### [Problem to solve]
Wherever the word "highway" occurs in the listing below, copy that whole line.

──────── Record extracts

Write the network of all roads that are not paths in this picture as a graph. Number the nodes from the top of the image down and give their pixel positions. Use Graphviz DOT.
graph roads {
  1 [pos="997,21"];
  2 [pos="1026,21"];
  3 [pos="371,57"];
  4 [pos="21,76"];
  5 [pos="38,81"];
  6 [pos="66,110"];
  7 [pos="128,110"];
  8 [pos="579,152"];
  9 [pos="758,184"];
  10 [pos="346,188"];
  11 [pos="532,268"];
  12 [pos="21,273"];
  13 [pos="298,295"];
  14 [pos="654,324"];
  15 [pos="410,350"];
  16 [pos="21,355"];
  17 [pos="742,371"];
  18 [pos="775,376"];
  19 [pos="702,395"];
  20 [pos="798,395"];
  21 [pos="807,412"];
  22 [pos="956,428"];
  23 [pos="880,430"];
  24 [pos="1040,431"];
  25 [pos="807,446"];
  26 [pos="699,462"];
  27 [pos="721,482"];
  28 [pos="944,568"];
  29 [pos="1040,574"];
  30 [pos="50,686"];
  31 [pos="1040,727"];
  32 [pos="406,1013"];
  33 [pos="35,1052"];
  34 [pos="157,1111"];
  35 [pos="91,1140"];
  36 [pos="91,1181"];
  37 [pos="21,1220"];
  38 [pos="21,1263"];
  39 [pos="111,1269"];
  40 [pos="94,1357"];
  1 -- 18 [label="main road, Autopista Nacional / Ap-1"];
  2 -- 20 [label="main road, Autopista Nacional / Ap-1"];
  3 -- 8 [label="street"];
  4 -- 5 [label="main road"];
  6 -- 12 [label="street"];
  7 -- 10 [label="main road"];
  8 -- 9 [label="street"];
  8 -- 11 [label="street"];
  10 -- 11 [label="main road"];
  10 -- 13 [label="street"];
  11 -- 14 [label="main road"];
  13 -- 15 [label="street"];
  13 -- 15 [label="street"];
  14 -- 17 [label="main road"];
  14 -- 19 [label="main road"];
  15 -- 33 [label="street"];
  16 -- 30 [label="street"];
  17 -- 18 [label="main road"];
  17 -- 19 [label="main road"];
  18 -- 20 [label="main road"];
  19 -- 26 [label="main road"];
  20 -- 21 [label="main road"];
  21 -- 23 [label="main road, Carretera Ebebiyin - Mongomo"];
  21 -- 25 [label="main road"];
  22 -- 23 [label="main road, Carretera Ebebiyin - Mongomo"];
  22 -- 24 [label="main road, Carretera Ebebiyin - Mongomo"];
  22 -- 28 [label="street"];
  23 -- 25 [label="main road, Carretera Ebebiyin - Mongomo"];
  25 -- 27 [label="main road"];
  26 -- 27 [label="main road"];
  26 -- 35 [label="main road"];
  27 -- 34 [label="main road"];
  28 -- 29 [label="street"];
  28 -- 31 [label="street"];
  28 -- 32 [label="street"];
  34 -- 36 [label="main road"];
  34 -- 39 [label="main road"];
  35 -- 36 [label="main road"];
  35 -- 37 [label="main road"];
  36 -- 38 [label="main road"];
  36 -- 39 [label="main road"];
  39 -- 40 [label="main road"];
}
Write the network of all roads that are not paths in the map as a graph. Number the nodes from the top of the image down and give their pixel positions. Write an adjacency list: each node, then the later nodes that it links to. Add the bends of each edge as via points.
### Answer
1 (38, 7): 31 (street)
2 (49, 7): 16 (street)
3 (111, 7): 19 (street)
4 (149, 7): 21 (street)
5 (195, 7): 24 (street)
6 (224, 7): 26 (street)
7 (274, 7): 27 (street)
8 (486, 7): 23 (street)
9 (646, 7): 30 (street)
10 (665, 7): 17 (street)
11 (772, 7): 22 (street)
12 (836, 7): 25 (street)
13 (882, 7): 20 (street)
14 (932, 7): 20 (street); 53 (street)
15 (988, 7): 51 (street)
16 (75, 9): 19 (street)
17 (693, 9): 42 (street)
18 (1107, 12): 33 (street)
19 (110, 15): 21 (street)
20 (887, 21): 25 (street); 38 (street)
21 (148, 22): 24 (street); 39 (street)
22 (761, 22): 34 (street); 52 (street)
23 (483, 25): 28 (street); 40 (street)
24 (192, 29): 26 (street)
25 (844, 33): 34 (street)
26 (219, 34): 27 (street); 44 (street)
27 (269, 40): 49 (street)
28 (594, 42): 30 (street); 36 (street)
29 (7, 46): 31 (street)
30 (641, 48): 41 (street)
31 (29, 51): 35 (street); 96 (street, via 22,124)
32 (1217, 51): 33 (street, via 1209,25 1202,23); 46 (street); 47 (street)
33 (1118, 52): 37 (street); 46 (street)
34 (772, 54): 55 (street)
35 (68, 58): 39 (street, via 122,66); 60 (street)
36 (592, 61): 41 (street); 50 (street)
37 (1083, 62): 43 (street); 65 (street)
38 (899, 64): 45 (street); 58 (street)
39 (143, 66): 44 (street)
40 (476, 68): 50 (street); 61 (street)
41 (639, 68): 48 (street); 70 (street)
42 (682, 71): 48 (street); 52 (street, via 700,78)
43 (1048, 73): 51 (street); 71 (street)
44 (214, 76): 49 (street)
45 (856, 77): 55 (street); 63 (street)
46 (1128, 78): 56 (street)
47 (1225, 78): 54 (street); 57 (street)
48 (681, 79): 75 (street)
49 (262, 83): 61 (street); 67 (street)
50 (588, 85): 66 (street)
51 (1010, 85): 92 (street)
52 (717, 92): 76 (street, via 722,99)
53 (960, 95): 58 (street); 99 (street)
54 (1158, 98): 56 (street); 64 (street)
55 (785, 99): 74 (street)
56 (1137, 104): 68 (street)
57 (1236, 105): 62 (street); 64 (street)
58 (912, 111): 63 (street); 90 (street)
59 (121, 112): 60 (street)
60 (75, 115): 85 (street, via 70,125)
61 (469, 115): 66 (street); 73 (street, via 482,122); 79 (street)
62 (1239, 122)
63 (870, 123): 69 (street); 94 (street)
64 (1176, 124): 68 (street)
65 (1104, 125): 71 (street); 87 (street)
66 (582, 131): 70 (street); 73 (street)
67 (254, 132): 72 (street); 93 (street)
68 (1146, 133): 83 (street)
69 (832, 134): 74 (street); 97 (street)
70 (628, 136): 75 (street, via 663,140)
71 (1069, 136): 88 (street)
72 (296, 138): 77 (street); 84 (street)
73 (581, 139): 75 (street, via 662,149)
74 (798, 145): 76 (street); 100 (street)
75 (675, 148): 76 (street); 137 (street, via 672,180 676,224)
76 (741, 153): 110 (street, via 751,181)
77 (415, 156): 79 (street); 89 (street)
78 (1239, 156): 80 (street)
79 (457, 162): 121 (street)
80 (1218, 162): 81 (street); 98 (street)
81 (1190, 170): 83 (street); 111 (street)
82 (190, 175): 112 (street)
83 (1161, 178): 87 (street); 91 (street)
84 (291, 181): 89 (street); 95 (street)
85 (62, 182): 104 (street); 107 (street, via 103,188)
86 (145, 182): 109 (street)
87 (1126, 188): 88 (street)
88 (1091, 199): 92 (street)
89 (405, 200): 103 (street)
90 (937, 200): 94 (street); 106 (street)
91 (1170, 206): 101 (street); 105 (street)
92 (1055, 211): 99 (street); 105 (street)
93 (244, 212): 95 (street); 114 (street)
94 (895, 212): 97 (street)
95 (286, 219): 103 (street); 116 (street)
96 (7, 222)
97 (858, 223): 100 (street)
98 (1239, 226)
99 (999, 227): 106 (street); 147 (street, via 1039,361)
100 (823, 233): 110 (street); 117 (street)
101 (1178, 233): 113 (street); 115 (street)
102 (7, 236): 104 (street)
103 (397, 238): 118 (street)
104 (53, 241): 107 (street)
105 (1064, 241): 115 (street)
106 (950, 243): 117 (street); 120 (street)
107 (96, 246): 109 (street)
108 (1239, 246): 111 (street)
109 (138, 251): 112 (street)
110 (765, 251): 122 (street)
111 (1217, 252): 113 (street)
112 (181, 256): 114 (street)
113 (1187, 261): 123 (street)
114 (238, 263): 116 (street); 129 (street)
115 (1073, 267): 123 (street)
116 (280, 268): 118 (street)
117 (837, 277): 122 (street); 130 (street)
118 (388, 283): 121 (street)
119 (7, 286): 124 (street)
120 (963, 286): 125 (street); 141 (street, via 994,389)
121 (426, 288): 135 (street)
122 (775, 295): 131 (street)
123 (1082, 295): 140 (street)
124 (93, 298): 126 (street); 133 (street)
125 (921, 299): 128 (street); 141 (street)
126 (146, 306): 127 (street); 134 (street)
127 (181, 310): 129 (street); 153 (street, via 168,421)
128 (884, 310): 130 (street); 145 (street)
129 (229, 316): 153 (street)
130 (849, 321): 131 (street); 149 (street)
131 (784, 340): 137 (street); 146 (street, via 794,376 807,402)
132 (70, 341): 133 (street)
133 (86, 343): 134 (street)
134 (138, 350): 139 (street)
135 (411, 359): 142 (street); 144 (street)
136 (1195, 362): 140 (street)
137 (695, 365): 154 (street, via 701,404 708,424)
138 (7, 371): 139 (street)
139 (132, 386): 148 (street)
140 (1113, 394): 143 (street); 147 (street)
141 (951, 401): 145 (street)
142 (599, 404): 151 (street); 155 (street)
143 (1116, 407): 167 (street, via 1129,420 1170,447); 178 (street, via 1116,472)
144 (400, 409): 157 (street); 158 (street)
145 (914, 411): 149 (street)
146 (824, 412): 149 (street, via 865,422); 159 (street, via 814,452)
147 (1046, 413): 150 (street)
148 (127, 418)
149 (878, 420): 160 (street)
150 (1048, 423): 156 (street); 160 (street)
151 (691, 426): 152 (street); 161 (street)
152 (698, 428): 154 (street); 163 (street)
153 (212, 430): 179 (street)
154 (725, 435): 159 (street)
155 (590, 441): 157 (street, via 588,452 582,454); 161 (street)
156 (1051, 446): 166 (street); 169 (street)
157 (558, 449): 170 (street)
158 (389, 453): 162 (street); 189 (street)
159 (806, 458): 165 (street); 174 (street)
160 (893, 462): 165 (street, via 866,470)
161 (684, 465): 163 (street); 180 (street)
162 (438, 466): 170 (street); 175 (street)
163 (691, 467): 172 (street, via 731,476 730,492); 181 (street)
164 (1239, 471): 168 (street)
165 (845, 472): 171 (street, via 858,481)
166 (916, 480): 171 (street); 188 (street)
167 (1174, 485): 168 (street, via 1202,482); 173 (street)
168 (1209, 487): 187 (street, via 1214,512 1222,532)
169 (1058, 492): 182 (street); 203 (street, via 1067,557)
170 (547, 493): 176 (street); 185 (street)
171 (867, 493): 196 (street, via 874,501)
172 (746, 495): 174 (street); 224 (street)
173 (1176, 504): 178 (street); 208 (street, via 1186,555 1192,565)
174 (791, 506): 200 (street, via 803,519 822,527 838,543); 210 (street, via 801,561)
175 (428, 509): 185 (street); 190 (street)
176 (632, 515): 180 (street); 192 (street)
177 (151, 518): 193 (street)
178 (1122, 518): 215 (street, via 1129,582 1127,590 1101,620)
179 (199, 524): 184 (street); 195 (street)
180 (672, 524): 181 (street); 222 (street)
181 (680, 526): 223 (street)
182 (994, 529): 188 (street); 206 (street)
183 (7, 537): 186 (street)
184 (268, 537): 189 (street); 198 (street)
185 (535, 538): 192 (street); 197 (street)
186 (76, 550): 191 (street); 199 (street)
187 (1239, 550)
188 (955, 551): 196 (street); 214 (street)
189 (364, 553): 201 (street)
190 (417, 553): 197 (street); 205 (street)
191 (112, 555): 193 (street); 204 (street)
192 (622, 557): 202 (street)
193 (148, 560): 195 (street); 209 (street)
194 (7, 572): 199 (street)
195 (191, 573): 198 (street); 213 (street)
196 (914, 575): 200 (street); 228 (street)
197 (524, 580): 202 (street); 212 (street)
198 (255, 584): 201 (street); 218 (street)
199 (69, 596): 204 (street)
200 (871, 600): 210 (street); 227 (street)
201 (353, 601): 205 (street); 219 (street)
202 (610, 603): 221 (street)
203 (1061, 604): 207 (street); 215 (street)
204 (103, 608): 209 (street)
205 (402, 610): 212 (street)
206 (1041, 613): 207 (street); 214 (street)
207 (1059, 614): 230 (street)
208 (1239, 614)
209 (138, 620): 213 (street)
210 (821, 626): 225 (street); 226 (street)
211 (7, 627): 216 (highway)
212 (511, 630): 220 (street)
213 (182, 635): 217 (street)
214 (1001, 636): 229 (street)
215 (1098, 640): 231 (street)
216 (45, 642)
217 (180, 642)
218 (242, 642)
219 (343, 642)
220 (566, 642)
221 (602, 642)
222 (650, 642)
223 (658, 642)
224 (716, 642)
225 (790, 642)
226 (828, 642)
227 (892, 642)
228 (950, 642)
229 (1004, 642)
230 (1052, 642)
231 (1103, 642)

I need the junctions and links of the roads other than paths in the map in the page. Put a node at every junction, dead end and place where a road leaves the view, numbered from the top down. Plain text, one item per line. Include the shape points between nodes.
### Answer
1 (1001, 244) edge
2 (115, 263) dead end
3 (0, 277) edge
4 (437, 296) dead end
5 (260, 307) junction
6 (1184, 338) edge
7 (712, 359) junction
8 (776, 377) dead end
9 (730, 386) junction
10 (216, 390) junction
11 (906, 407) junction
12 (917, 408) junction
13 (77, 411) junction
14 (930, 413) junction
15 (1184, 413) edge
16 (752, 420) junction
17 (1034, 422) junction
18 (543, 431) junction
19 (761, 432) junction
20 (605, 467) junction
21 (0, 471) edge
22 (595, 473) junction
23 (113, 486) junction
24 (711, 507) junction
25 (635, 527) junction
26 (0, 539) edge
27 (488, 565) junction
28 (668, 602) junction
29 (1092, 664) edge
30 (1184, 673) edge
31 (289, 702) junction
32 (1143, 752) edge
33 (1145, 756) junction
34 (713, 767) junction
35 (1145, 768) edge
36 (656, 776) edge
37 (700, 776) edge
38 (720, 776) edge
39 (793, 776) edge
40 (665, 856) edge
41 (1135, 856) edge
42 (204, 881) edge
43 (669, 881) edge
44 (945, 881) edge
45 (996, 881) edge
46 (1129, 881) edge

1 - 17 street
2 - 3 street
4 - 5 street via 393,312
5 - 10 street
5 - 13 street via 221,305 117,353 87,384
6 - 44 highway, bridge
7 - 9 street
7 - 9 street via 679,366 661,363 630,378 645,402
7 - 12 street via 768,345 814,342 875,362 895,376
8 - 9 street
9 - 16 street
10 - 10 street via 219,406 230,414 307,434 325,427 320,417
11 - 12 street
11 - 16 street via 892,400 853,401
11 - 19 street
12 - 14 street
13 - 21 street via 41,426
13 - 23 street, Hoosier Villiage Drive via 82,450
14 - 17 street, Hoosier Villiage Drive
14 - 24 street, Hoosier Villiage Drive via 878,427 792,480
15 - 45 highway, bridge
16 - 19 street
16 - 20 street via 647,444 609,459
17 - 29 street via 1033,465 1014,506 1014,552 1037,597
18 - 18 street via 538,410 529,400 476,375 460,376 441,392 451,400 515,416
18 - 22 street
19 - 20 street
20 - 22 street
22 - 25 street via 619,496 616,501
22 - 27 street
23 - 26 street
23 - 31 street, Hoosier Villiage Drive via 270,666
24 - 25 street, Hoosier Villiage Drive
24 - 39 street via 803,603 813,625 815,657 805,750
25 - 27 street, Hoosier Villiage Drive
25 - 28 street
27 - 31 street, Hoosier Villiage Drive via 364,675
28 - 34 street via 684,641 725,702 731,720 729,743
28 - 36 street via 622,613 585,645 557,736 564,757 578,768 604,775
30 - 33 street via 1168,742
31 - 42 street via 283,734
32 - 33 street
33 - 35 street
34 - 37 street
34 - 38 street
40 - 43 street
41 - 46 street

────────────────

### [Answer section]
211 (7, 627): 216 (highway)
6 - 44 highway, bridge
15 - 45 highway, bridge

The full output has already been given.